[DATA PROVIDED]:

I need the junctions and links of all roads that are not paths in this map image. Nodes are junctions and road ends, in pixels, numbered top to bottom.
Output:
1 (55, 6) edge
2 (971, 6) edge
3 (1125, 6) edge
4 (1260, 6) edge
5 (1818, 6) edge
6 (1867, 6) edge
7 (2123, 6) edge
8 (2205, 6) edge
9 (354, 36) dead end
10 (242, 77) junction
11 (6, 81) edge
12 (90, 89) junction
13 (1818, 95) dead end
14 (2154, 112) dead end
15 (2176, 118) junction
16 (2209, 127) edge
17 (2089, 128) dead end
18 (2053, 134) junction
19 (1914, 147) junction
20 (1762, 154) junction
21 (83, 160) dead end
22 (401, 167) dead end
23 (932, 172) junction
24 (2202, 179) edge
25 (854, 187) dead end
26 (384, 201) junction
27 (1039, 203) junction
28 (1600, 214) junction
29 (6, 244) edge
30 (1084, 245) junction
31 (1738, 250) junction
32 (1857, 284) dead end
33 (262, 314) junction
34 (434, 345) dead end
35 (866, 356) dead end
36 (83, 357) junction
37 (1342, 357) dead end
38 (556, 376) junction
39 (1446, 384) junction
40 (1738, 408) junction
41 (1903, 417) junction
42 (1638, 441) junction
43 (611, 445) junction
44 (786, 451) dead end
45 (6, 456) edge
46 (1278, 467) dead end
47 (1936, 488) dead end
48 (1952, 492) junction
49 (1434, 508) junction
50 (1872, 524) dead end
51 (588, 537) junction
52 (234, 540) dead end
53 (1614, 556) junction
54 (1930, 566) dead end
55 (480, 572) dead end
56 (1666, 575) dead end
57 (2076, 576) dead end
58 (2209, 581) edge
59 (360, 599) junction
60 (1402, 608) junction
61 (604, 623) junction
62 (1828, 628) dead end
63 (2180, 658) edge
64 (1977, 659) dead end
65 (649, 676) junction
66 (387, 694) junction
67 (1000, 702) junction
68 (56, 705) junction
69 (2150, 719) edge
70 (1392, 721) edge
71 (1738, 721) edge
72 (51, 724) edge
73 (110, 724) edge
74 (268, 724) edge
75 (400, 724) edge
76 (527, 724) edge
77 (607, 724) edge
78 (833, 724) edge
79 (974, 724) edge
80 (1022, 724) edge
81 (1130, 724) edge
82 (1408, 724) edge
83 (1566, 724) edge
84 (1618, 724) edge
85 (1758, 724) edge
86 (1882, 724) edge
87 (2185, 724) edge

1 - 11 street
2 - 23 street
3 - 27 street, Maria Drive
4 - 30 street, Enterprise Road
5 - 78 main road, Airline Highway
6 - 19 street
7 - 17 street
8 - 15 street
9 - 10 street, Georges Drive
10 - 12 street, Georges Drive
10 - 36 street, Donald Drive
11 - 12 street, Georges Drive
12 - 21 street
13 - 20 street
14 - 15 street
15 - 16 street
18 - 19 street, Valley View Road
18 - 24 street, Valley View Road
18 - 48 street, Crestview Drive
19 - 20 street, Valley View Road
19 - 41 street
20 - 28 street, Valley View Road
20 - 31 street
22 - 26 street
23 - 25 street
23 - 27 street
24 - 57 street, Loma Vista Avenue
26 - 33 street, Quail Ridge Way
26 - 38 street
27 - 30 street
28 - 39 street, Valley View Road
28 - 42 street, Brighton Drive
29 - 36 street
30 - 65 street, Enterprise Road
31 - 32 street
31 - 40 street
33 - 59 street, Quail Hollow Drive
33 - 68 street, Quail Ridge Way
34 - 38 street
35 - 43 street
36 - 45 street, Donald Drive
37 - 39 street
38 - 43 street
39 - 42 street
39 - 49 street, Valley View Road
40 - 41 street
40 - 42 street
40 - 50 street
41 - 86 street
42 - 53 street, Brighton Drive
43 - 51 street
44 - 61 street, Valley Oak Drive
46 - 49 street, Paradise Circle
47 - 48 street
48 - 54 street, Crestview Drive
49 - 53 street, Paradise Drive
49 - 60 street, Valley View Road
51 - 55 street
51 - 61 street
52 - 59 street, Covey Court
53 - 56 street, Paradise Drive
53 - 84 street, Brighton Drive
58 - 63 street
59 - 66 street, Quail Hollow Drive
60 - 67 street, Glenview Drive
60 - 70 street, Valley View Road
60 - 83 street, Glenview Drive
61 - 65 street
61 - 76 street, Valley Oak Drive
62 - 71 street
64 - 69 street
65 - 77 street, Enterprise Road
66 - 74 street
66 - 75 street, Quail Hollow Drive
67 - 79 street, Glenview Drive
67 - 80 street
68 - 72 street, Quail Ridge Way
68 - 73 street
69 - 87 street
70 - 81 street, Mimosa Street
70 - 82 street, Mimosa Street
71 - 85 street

[TASK TO CARRY OUT]:
Beginning with the first line and ending with the last, restate the data word for word.

[RESPONSE AREA]:
I need the junctions and links of all roads that are not paths in this map image. Nodes are junctions and road ends, in pixels, numbered top to bottom.
Output:
1 (55, 6) edge
2 (971, 6) edge
3 (1125, 6) edge
4 (1260, 6) edge
5 (1818, 6) edge
6 (1867, 6) edge
7 (2123, 6) edge
8 (2205, 6) edge
9 (354, 36) dead end
10 (242, 77) junction
11 (6, 81) edge
12 (90, 89) junction
13 (1818, 95) dead end
14 (2154, 112) dead end
15 (2176, 118) junction
16 (2209, 127) edge
17 (2089, 128) dead end
18 (2053, 134) junction
19 (1914, 147) junction
20 (1762, 154) junction
21 (83, 160) dead end
22 (401, 167) dead end
23 (932, 172) junction
24 (2202, 179) edge
25 (854, 187) dead end
26 (384, 201) junction
27 (1039, 203) junction
28 (1600, 214) junction
29 (6, 244) edge
30 (1084, 245) junction
31 (1738, 250) junction
32 (1857, 284) dead end
33 (262, 314) junction
34 (434, 345) dead end
35 (866, 356) dead end
36 (83, 357) junction
37 (1342, 357) dead end
38 (556, 376) junction
39 (1446, 384) junction
40 (1738, 408) junction
41 (1903, 417) junction
42 (1638, 441) junction
43 (611, 445) junction
44 (786, 451) dead end
45 (6, 456) edge
46 (1278, 467) dead end
47 (1936, 488) dead end
48 (1952, 492) junction
49 (1434, 508) junction
50 (1872, 524) dead end
51 (588, 537) junction
52 (234, 540) dead end
53 (1614, 556) junction
54 (1930, 566) dead end
55 (480, 572) dead end
56 (1666, 575) dead end
57 (2076, 576) dead end
58 (2209, 581) edge
59 (360, 599) junction
60 (1402, 608) junction
61 (604, 623) junction
62 (1828, 628) dead end
63 (2180, 658) edge
64 (1977, 659) dead end
65 (649, 676) junction
66 (387, 694) junction
67 (1000, 702) junction
68 (56, 705) junction
69 (2150, 719) edge
70 (1392, 721) edge
71 (1738, 721) edge
72 (51, 724) edge
73 (110, 724) edge
74 (268, 724) edge
75 (400, 724) edge
76 (527, 724) edge
77 (607, 724) edge
78 (833, 724) edge
79 (974, 724) edge
80 (1022, 724) edge
81 (1130, 724) edge
82 (1408, 724) edge
83 (1566, 724) edge
84 (1618, 724) edge
85 (1758, 724) edge
86 (1882, 724) edge
87 (2185, 724) edge

1 - 11 street
2 - 23 street
3 - 27 street, Maria Drive
4 - 30 street, Enterprise Road
5 - 78 main road, Airline Highway
6 - 19 street
7 - 17 street
8 - 15 street
9 - 10 street, Georges Drive
10 - 12 street, Georges Drive
10 - 36 street, Donald Drive
11 - 12 street, Georges Drive
12 - 21 street
13 - 20 street
14 - 15 street
15 - 16 street
18 - 19 street, Valley View Road
18 - 24 street, Valley View Road
18 - 48 street, Crestview Drive
19 - 20 street, Valley View Road
19 - 41 street
20 - 28 street, Valley View Road
20 - 31 street
22 - 26 street
23 - 25 street
23 - 27 street
24 - 57 street, Loma Vista Avenue
26 - 33 street, Quail Ridge Way
26 - 38 street
27 - 30 street
28 - 39 street, Valley View Road
28 - 42 street, Brighton Drive
29 - 36 street
30 - 65 street, Enterprise Road
31 - 32 street
31 - 40 street
33 - 59 street, Quail Hollow Drive
33 - 68 street, Quail Ridge Way
34 - 38 street
35 - 43 street
36 - 45 street, Donald Drive
37 - 39 street
38 - 43 street
39 - 42 street
39 - 49 street, Valley View Road
40 - 41 street
40 - 42 street
40 - 50 street
41 - 86 street
42 - 53 street, Brighton Drive
43 - 51 street
44 - 61 street, Valley Oak Drive
46 - 49 street, Paradise Circle
47 - 48 street
48 - 54 street, Crestview Drive
49 - 53 street, Paradise Drive
49 - 60 street, Valley View Road
51 - 55 street
51 - 61 street
52 - 59 street, Covey Court
53 - 56 street, Paradise Drive
53 - 84 street, Brighton Drive
58 - 63 street
59 - 66 street, Quail Hollow Drive
60 - 67 street, Glenview Drive
60 - 70 street, Valley View Road
60 - 83 street, Glenview Drive
61 - 65 street
61 - 76 street, Valley Oak Drive
62 - 71 street
64 - 69 street
65 - 77 street, Enterprise Road
66 - 74 street
66 - 75 street, Quail Hollow Drive
67 - 79 street, Glenview Drive
67 - 80 street
68 - 72 street, Quail Ridge Way
68 - 73 street
69 - 87 street
70 - 81 street, Mimosa Street
70 - 82 street, Mimosa Street
71 - 85 street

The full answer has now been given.